> Action item:
Only lines containing the string "محمد" belong in the answer; find them in the records and copy them.

++++ Records

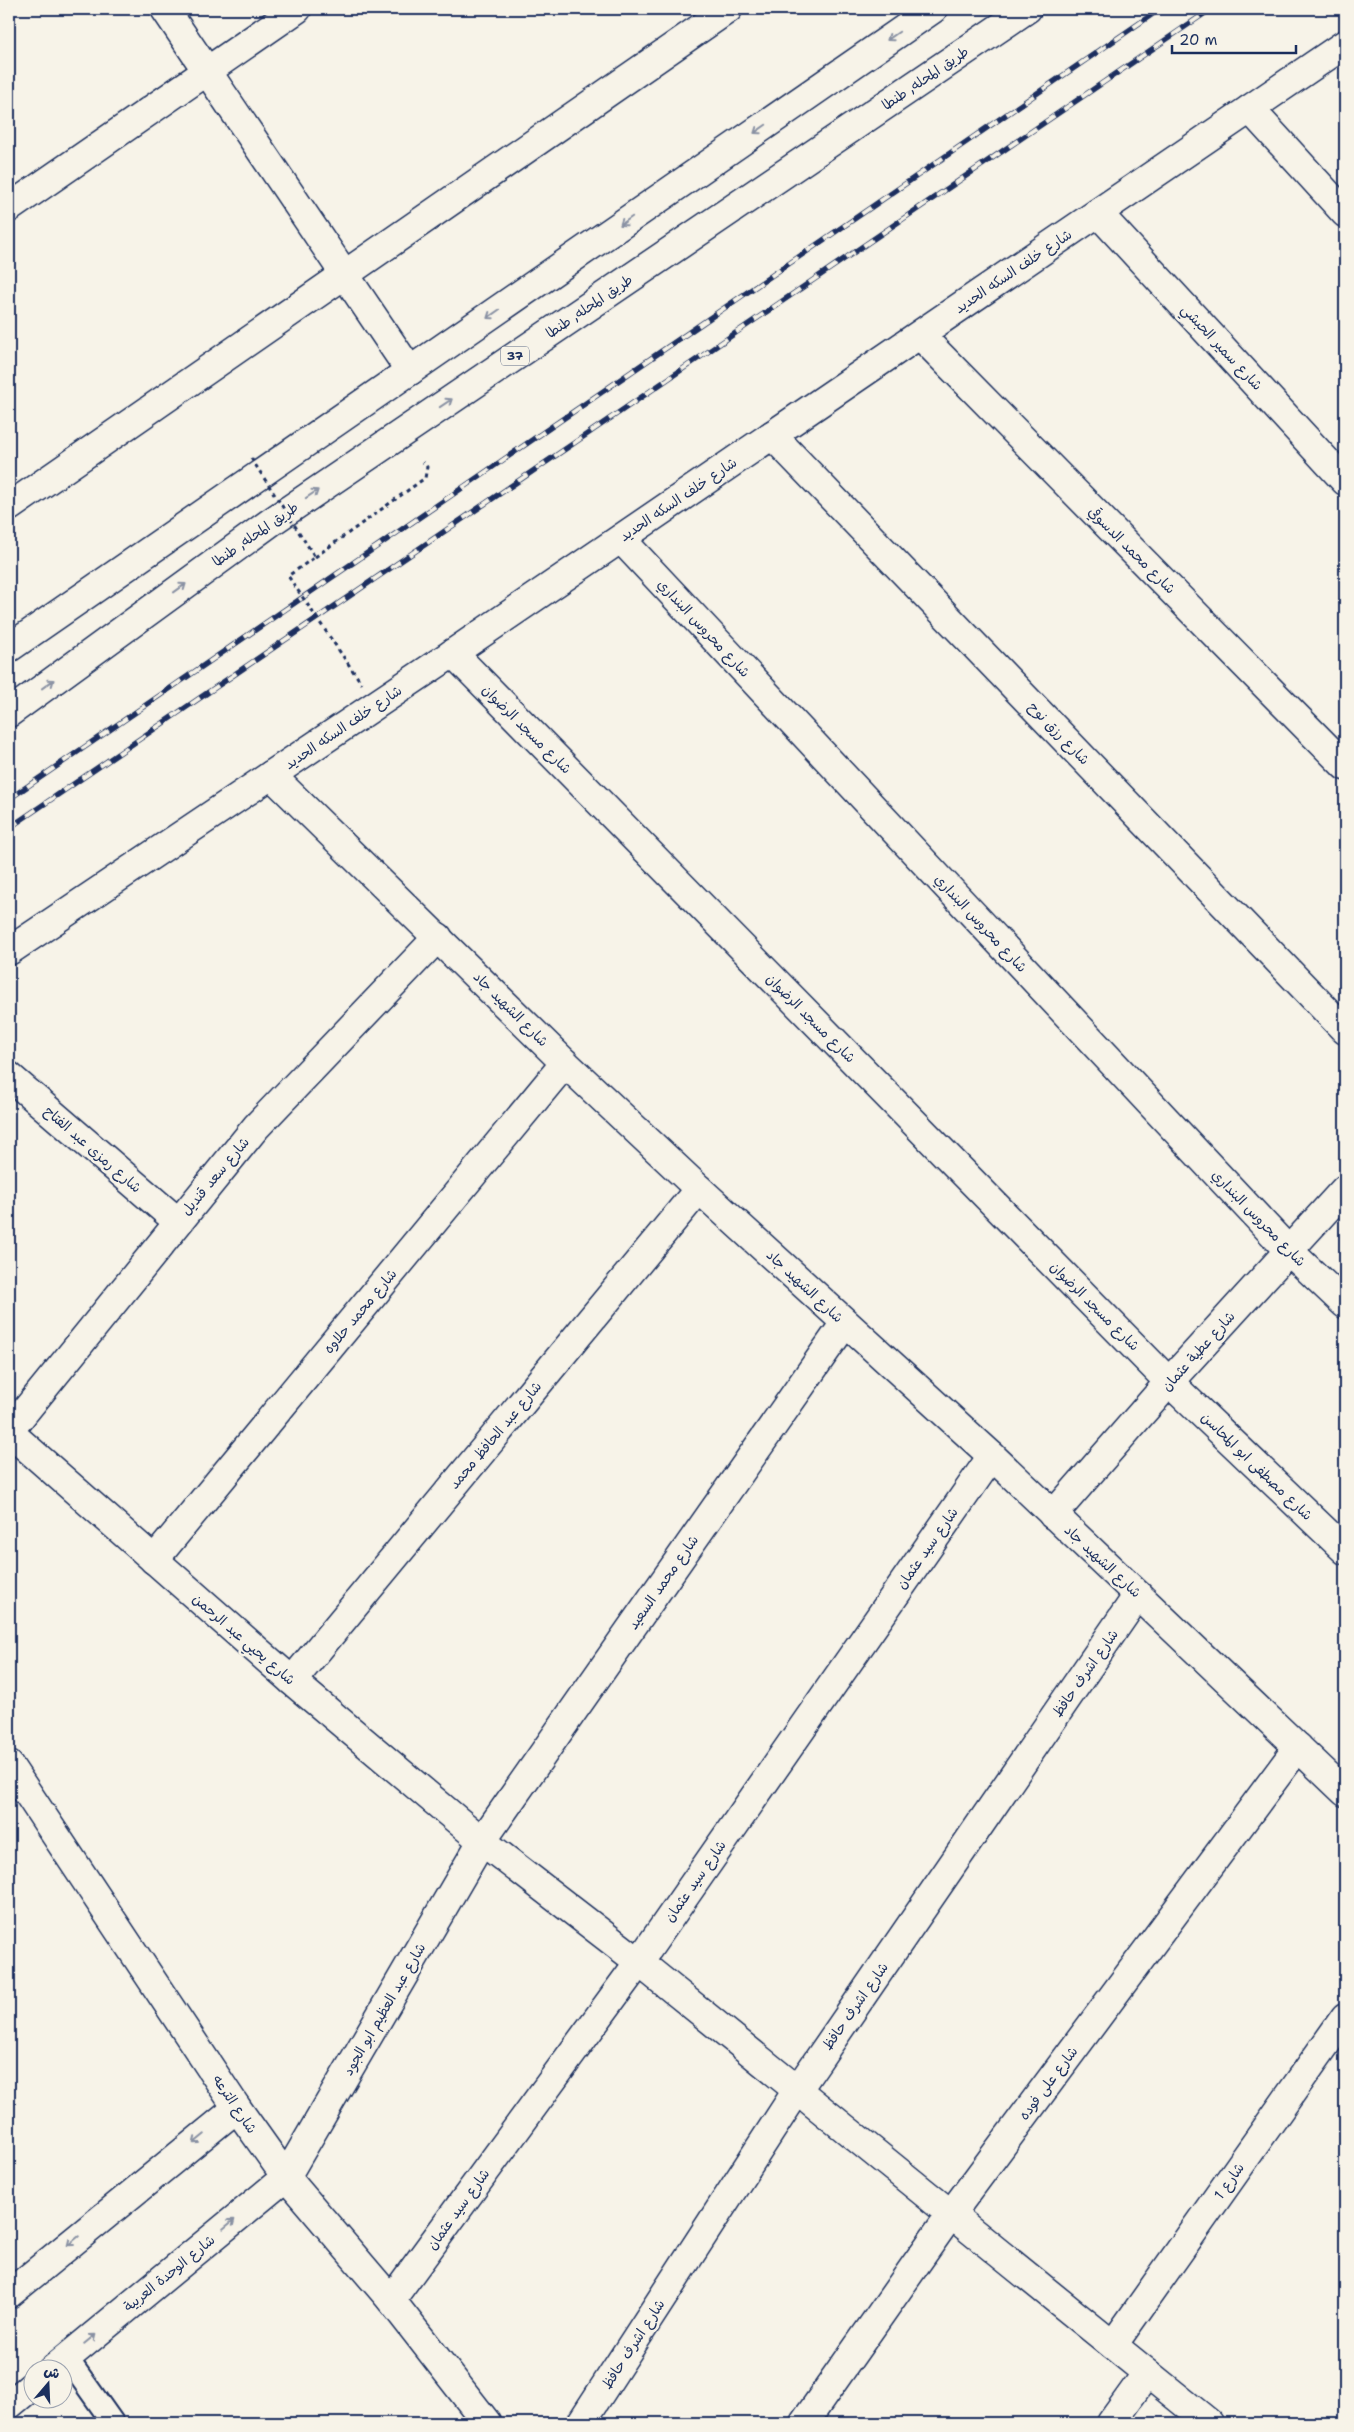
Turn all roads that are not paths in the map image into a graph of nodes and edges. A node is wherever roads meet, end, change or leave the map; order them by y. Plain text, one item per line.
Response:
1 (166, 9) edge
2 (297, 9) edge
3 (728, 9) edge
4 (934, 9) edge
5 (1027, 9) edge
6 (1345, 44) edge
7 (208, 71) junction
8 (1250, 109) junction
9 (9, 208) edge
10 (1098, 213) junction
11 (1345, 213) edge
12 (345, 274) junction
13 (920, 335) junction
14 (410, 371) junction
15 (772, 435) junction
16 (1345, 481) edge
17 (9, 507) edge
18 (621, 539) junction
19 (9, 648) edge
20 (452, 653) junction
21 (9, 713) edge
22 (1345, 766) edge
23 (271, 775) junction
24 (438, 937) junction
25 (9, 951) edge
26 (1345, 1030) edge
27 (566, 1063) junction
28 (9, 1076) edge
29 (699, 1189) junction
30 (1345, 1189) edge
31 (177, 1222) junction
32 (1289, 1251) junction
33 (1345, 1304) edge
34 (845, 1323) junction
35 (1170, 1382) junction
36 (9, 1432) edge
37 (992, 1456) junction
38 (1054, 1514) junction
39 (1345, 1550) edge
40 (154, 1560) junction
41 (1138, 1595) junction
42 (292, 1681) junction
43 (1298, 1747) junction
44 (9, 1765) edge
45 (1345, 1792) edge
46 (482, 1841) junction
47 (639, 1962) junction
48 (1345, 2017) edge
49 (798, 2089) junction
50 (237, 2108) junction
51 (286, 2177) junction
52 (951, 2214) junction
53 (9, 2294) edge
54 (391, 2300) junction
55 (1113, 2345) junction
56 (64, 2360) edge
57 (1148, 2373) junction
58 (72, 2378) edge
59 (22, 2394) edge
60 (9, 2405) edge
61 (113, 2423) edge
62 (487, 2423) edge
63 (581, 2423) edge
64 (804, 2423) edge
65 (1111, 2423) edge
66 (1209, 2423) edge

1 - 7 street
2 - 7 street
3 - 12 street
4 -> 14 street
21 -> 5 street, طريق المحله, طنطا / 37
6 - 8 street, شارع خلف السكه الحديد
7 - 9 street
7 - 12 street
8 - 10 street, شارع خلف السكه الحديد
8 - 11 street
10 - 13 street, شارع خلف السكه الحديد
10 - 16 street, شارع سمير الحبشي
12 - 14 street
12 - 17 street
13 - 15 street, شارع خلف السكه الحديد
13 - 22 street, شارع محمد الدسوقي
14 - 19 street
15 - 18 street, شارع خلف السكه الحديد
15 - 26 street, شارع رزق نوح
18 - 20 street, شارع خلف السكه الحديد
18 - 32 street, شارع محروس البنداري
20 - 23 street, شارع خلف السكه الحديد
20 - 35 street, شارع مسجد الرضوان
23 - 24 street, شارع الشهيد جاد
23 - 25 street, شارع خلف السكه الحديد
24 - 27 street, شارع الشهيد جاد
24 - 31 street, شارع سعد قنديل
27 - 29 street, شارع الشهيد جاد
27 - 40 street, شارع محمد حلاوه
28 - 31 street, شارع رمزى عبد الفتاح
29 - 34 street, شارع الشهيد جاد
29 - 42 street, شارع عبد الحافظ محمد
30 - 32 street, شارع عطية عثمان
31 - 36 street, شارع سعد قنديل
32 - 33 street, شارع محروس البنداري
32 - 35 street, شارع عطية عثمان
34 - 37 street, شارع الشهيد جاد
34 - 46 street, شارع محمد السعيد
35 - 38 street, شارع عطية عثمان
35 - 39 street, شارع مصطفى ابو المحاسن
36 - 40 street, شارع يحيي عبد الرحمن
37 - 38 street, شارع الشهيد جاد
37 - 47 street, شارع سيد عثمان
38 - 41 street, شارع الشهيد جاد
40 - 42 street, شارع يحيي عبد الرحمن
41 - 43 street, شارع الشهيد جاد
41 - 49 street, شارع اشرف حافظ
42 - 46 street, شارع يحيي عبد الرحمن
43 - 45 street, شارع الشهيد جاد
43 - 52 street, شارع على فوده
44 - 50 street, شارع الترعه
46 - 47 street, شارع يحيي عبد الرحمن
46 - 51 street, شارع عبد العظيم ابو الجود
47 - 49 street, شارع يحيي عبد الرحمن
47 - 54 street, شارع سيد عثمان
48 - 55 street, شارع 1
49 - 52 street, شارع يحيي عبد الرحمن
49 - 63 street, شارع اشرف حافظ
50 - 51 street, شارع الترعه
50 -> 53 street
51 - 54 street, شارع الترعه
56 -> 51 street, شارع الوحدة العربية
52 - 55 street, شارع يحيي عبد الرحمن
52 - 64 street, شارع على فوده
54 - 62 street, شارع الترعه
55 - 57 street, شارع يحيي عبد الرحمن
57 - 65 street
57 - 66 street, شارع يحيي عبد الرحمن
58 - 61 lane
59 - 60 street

++++++++
++++ Records

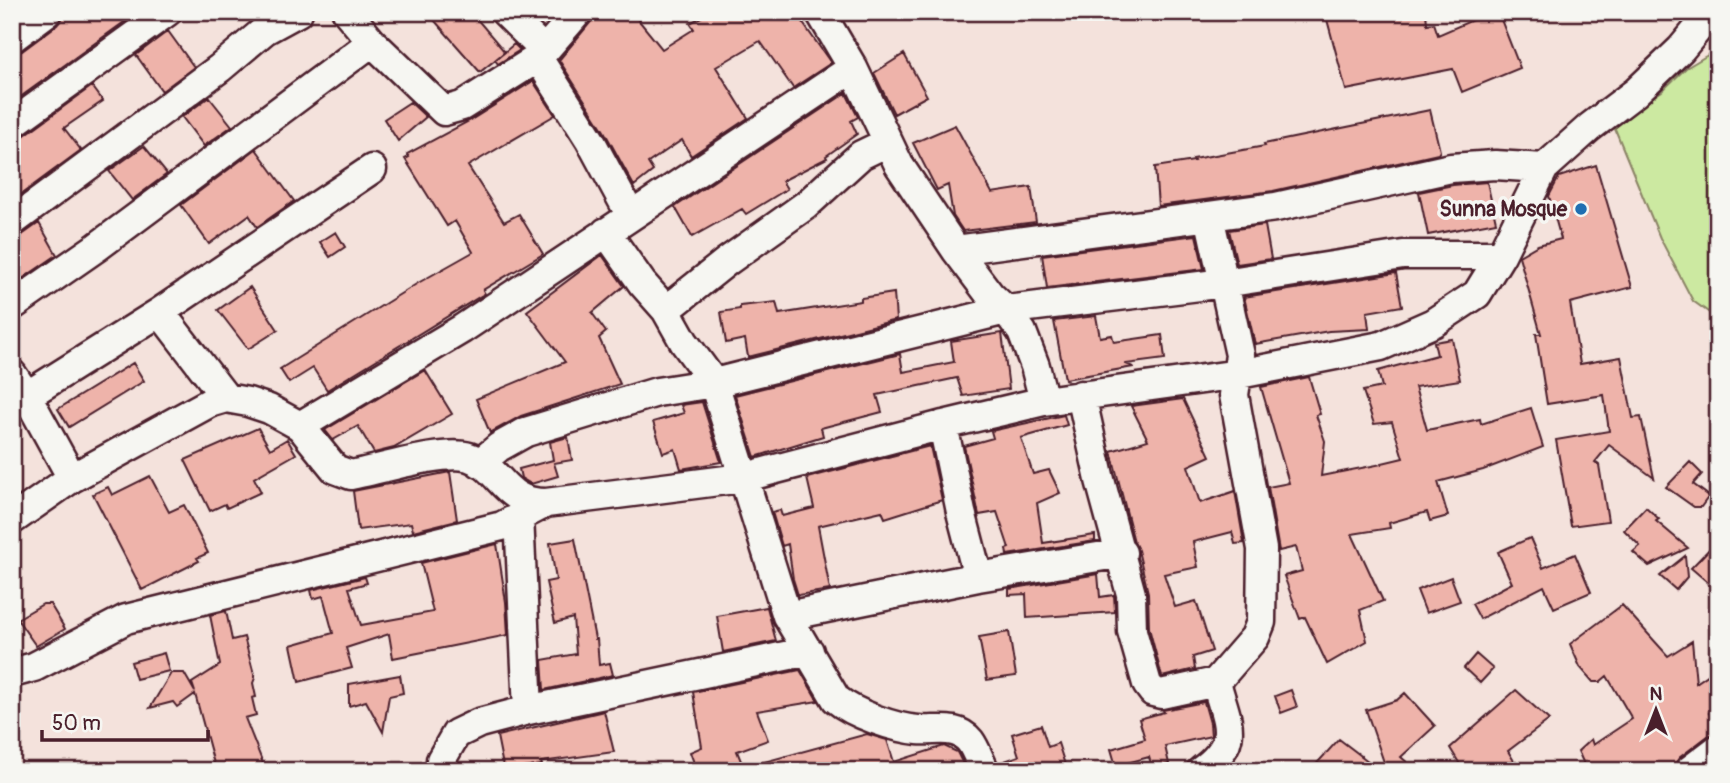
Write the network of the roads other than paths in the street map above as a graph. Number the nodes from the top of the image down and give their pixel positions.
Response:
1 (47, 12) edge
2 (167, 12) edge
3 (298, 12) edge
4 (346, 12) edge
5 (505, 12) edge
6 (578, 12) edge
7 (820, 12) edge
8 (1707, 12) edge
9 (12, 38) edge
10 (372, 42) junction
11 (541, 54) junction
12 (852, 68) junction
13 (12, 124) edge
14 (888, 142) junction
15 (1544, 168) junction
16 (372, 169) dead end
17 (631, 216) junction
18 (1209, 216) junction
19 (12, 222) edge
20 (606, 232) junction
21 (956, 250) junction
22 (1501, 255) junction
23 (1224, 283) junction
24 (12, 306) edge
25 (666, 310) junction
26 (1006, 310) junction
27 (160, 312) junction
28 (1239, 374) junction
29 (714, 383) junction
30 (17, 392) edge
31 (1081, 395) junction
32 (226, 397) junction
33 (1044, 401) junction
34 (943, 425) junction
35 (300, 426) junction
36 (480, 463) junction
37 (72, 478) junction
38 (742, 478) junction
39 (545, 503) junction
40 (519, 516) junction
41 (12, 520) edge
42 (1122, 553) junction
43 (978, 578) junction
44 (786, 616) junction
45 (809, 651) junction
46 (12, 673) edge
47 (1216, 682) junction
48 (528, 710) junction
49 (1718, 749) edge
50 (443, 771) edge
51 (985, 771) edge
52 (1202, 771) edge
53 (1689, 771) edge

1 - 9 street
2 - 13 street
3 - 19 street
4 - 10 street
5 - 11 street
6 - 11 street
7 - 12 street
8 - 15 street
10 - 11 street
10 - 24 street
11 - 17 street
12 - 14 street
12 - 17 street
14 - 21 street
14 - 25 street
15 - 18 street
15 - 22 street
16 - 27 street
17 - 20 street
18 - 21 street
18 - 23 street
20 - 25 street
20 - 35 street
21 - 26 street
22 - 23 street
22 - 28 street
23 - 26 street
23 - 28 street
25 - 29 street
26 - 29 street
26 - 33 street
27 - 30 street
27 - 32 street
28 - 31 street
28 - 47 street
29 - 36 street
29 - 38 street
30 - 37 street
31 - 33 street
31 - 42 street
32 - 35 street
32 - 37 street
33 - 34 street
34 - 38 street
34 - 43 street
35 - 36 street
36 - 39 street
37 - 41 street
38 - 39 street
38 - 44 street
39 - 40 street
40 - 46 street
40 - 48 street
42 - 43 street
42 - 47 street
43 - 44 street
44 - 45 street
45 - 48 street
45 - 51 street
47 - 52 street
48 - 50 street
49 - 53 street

++++++++
++++ Records

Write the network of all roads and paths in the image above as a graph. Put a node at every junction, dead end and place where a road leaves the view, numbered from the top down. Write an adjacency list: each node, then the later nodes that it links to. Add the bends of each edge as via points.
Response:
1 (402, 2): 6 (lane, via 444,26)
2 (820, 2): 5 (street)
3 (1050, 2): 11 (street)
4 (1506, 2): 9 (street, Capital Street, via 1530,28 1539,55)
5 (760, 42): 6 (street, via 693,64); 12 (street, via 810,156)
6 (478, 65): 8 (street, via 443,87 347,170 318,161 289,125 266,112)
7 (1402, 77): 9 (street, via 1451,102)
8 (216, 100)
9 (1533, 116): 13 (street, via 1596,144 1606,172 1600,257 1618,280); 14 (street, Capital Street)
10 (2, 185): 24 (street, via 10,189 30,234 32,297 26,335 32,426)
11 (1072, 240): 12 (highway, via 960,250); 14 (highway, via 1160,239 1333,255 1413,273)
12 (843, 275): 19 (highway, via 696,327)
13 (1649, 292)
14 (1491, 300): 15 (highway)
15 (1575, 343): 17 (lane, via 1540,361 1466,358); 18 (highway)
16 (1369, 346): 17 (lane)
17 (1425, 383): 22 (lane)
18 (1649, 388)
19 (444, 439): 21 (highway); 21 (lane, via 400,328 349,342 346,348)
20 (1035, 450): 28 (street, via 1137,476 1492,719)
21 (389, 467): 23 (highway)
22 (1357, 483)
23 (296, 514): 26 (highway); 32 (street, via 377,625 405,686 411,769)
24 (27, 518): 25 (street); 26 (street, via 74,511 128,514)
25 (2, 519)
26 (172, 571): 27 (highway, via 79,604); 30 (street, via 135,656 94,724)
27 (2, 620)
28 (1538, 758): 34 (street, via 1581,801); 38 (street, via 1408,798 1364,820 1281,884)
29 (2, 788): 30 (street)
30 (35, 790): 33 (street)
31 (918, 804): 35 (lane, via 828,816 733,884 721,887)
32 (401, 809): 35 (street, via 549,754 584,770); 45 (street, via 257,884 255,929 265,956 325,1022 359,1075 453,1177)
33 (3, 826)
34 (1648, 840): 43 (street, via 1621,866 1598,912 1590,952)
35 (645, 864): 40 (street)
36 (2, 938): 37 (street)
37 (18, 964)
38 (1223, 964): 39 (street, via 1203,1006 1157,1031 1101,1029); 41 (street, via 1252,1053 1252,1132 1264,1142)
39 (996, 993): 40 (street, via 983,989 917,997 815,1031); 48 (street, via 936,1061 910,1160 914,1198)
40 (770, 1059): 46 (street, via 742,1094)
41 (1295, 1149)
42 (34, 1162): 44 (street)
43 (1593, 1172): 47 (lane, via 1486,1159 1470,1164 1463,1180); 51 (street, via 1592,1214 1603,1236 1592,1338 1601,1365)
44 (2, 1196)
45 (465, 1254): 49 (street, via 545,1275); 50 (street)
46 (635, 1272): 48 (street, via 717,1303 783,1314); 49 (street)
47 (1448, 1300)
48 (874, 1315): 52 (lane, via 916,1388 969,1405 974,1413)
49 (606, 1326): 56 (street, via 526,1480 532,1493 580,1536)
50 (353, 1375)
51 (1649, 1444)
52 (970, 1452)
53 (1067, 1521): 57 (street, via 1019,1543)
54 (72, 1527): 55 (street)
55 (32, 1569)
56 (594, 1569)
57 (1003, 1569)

++++++++

> Final answer:
13 - 22 street, شارع محمد الدسوقي
27 - 40 street, شارع محمد حلاوه
29 - 42 street, شارع عبد الحافظ محمد
34 - 46 street, شارع محمد السعيد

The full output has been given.